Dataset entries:

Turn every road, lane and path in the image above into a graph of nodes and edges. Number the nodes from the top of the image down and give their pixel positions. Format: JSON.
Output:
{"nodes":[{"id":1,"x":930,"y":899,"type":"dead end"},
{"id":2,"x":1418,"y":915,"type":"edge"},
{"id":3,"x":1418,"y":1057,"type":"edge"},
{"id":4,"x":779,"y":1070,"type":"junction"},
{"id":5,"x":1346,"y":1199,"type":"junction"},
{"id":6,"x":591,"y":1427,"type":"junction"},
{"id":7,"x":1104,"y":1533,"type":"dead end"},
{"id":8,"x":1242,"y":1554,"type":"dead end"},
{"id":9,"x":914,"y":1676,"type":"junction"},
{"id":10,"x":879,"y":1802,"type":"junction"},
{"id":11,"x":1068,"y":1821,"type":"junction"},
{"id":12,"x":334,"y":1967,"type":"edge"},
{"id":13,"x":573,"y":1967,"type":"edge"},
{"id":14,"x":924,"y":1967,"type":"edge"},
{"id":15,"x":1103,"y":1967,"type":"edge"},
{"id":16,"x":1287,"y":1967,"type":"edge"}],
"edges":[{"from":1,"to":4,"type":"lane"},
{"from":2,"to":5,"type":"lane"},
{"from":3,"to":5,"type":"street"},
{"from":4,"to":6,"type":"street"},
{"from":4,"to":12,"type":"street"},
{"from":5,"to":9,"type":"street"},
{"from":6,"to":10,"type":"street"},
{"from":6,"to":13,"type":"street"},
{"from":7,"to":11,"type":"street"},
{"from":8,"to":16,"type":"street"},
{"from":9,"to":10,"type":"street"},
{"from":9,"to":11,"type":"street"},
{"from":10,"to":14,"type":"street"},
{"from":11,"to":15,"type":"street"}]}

EXERCISE DESCRIPTION: Output the data once more, exactly as it appears above.

REPLY:
Turn every road, lane and path in the image above into a graph of nodes and edges. Number the nodes from the top of the image down and give their pixel positions. Format: JSON.
Output:
{"nodes":[{"id":1,"x":930,"y":899,"type":"dead end"},
{"id":2,"x":1418,"y":915,"type":"edge"},
{"id":3,"x":1418,"y":1057,"type":"edge"},
{"id":4,"x":779,"y":1070,"type":"junction"},
{"id":5,"x":1346,"y":1199,"type":"junction"},
{"id":6,"x":591,"y":1427,"type":"junction"},
{"id":7,"x":1104,"y":1533,"type":"dead end"},
{"id":8,"x":1242,"y":1554,"type":"dead end"},
{"id":9,"x":914,"y":1676,"type":"junction"},
{"id":10,"x":879,"y":1802,"type":"junction"},
{"id":11,"x":1068,"y":1821,"type":"junction"},
{"id":12,"x":334,"y":1967,"type":"edge"},
{"id":13,"x":573,"y":1967,"type":"edge"},
{"id":14,"x":924,"y":1967,"type":"edge"},
{"id":15,"x":1103,"y":1967,"type":"edge"},
{"id":16,"x":1287,"y":1967,"type":"edge"}],
"edges":[{"from":1,"to":4,"type":"lane"},
{"from":2,"to":5,"type":"lane"},
{"from":3,"to":5,"type":"street"},
{"from":4,"to":6,"type":"street"},
{"from":4,"to":12,"type":"street"},
{"from":5,"to":9,"type":"street"},
{"from":6,"to":10,"type":"street"},
{"from":6,"to":13,"type":"street"},
{"from":7,"to":11,"type":"street"},
{"from":8,"to":16,"type":"street"},
{"from":9,"to":10,"type":"street"},
{"from":9,"to":11,"type":"street"},
{"from":10,"to":14,"type":"street"},
{"from":11,"to":15,"type":"street"}]}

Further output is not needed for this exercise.